Dataset entries:
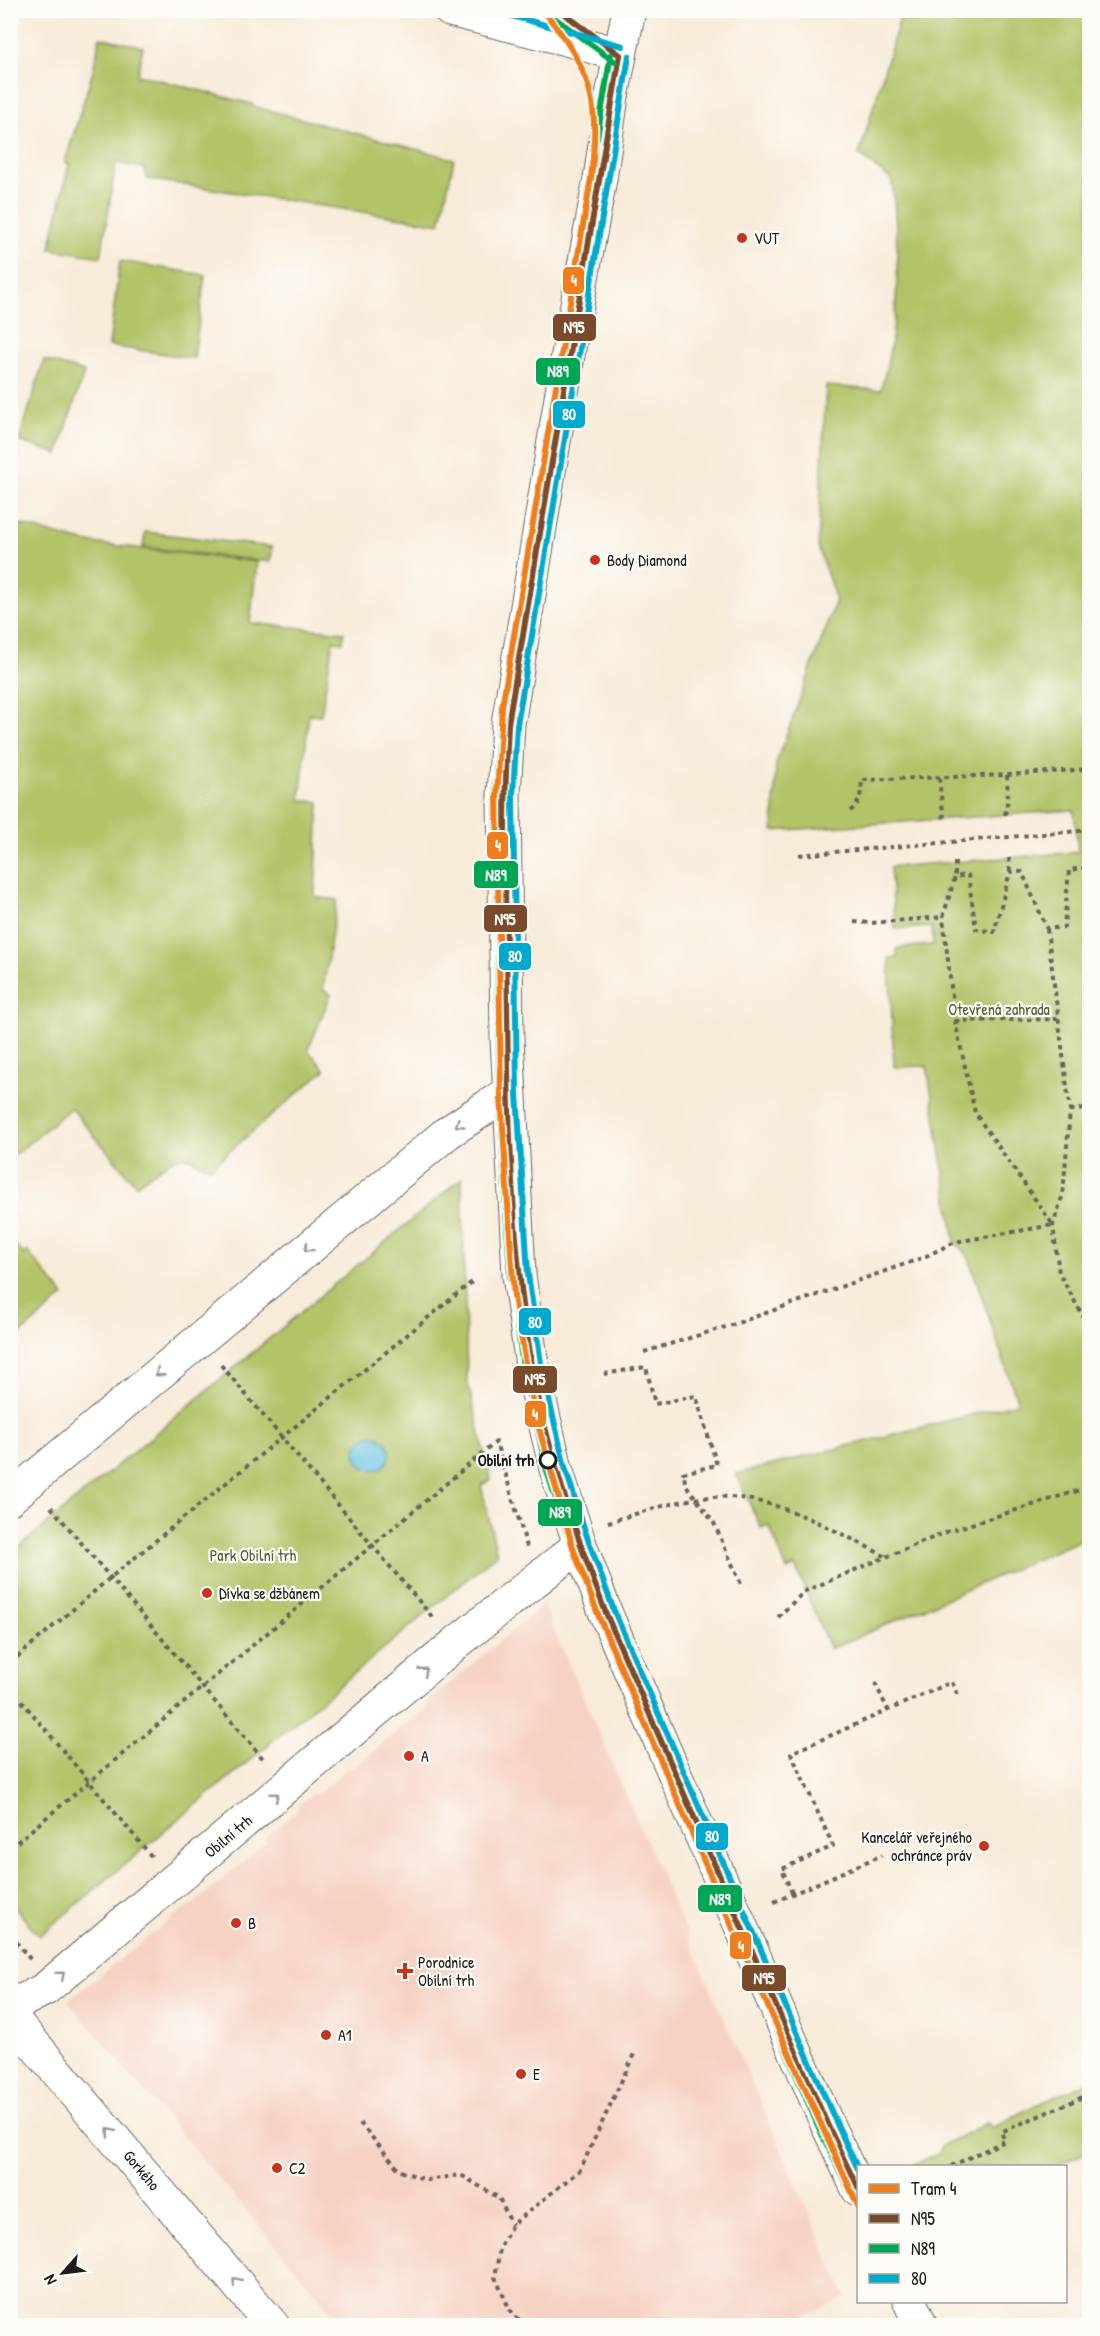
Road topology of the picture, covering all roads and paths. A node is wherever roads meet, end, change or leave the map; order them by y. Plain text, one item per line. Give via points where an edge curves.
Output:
1 (450, 10) edge
2 (558, 10) edge
3 (629, 10) edge
4 (620, 56) junction
5 (1089, 769) edge
6 (1007, 776) junction
7 (939, 778) junction
8 (850, 811) dead end
9 (1005, 815) dead end
10 (944, 820) dead end
11 (1089, 830) edge
12 (799, 855) dead end
13 (1009, 858) dead end
14 (955, 862) dead end
15 (1010, 872) junction
16 (955, 877) junction
17 (1089, 879) edge
18 (943, 917) junction
19 (854, 922) dead end
20 (1047, 929) junction
21 (1058, 1019) junction
22 (955, 1021) junction
23 (508, 1093) junction
24 (1089, 1109) edge
25 (1070, 1110) junction
26 (1053, 1225) junction
27 (473, 1281) dead end
28 (1089, 1329) edge
29 (200, 1339) junction
30 (644, 1352) dead end
31 (604, 1374) dead end
32 (281, 1438) junction
33 (1089, 1487) edge
34 (20, 1490) edge
35 (695, 1500) junction
36 (577, 1538) junction
37 (372, 1544) junction
38 (528, 1552) dead end
39 (885, 1557) junction
40 (110, 1578) junction
41 (741, 1584) dead end
42 (778, 1617) dead end
43 (455, 1644) junction
44 (10, 1663) edge
45 (876, 1683) dead end
46 (203, 1686) junction
47 (10, 1687) edge
48 (958, 1695) dead end
49 (888, 1710) junction
50 (89, 1783) junction
51 (286, 1787) junction
52 (10, 1848) edge
53 (882, 1855) dead end
54 (174, 1881) junction
55 (792, 1893) junction
56 (774, 1902) dead end
57 (10, 2002) edge
58 (10, 2016) edge
59 (634, 2054) dead end
60 (1089, 2094) edge
61 (360, 2123) dead end
62 (953, 2165) edge
63 (857, 2187) edge
64 (512, 2224) junction
65 (911, 2303) edge
66 (273, 2325) edge
67 (525, 2325) edge
68 (921, 2325) edge

1 - 4 street
2 - 4 street
3 - 4 street
4 - 23 street via 508,724 504,830
5 - 6 path
6 - 7 path
6 - 9 path
7 - 8 path via 862,780 861,797
7 - 10 path
11 - 12 path
13 - 15 path
14 - 16 path
15 - 16 path via 994,932 976,929 969,875
15 - 20 path via 1022,872
16 - 18 path
17 - 20 path via 1084,868 1069,870 1064,927
18 - 19 path
18 - 22 path
20 - 21 path
21 - 22 path
21 - 25 path
22 - 26 path via 975,1113
23 -> 29 street via 447,1133
23 - 36 street via 521,1296 542,1410
24 - 25 path
25 - 26 path via 1063,1194
26 - 28 path via 1059,1273
26 - 30 path via 955,1242 912,1262
27 - 32 path
29 - 32 path
29 -> 34 street
31 - 35 path via 646,1367 655,1404 696,1396 717,1465 683,1473
32 - 37 path
32 - 40 path
33 - 39 path via 949,1531
34 - 40 path
35 - 36 path
35 - 39 path via 730,1497 778,1507
35 - 41 path via 714,1523
36 - 43 street, Obilní trh
36 - 63 street via 663,1747
37 - 38 path via 496,1442
37 - 43 path
37 - 46 path
39 - 42 path via 806,1591
40 - 44 path
40 - 46 path
51 -> 43 street, Obilní trh
45 - 49 path
46 - 50 path
46 - 51 path
47 - 50 path
48 - 49 path via 952,1682
49 - 55 path via 791,1753 833,1846 782,1869
50 - 52 path
50 - 54 path
54 -> 51 street, Obilní trh
53 - 55 path
57 -> 54 street, Obilní trh via 45,1989
55 - 56 path
66 -> 58 street, Gorkého
59 - 64 path via 580,2170
60 - 62 path via 1001,2132 1005,2141
61 - 64 path via 400,2171 427,2180 461,2175 499,2198
64 - 67 path via 500,2248 495,2277 510,2310
65 - 68 street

§ **How to complete this task**
Write out the records once more, word for word, though without the pictures they contain.

§ **Written solution**
Road topology of the picture, covering all roads and paths. A node is wherever roads meet, end, change or leave the map; order them by y. Plain text, one item per line. Give via points where an edge curves.
Output:
1 (450, 10) edge
2 (558, 10) edge
3 (629, 10) edge
4 (620, 56) junction
5 (1089, 769) edge
6 (1007, 776) junction
7 (939, 778) junction
8 (850, 811) dead end
9 (1005, 815) dead end
10 (944, 820) dead end
11 (1089, 830) edge
12 (799, 855) dead end
13 (1009, 858) dead end
14 (955, 862) dead end
15 (1010, 872) junction
16 (955, 877) junction
17 (1089, 879) edge
18 (943, 917) junction
19 (854, 922) dead end
20 (1047, 929) junction
21 (1058, 1019) junction
22 (955, 1021) junction
23 (508, 1093) junction
24 (1089, 1109) edge
25 (1070, 1110) junction
26 (1053, 1225) junction
27 (473, 1281) dead end
28 (1089, 1329) edge
29 (200, 1339) junction
30 (644, 1352) dead end
31 (604, 1374) dead end
32 (281, 1438) junction
33 (1089, 1487) edge
34 (20, 1490) edge
35 (695, 1500) junction
36 (577, 1538) junction
37 (372, 1544) junction
38 (528, 1552) dead end
39 (885, 1557) junction
40 (110, 1578) junction
41 (741, 1584) dead end
42 (778, 1617) dead end
43 (455, 1644) junction
44 (10, 1663) edge
45 (876, 1683) dead end
46 (203, 1686) junction
47 (10, 1687) edge
48 (958, 1695) dead end
49 (888, 1710) junction
50 (89, 1783) junction
51 (286, 1787) junction
52 (10, 1848) edge
53 (882, 1855) dead end
54 (174, 1881) junction
55 (792, 1893) junction
56 (774, 1902) dead end
57 (10, 2002) edge
58 (10, 2016) edge
59 (634, 2054) dead end
60 (1089, 2094) edge
61 (360, 2123) dead end
62 (953, 2165) edge
63 (857, 2187) edge
64 (512, 2224) junction
65 (911, 2303) edge
66 (273, 2325) edge
67 (525, 2325) edge
68 (921, 2325) edge

1 - 4 street
2 - 4 street
3 - 4 street
4 - 23 street via 508,724 504,830
5 - 6 path
6 - 7 path
6 - 9 path
7 - 8 path via 862,780 861,797
7 - 10 path
11 - 12 path
13 - 15 path
14 - 16 path
15 - 16 path via 994,932 976,929 969,875
15 - 20 path via 1022,872
16 - 18 path
17 - 20 path via 1084,868 1069,870 1064,927
18 - 19 path
18 - 22 path
20 - 21 path
21 - 22 path
21 - 25 path
22 - 26 path via 975,1113
23 -> 29 street via 447,1133
23 - 36 street via 521,1296 542,1410
24 - 25 path
25 - 26 path via 1063,1194
26 - 28 path via 1059,1273
26 - 30 path via 955,1242 912,1262
27 - 32 path
29 - 32 path
29 -> 34 street
31 - 35 path via 646,1367 655,1404 696,1396 717,1465 683,1473
32 - 37 path
32 - 40 path
33 - 39 path via 949,1531
34 - 40 path
35 - 36 path
35 - 39 path via 730,1497 778,1507
35 - 41 path via 714,1523
36 - 43 street, Obilní trh
36 - 63 street via 663,1747
37 - 38 path via 496,1442
37 - 43 path
37 - 46 path
39 - 42 path via 806,1591
40 - 44 path
40 - 46 path
51 -> 43 street, Obilní trh
45 - 49 path
46 - 50 path
46 - 51 path
47 - 50 path
48 - 49 path via 952,1682
49 - 55 path via 791,1753 833,1846 782,1869
50 - 52 path
50 - 54 path
54 -> 51 street, Obilní trh
53 - 55 path
57 -> 54 street, Obilní trh via 45,1989
55 - 56 path
66 -> 58 street, Gorkého
59 - 64 path via 580,2170
60 - 62 path via 1001,2132 1005,2141
61 - 64 path via 400,2171 427,2180 461,2175 499,2198
64 - 67 path via 500,2248 495,2277 510,2310
65 - 68 street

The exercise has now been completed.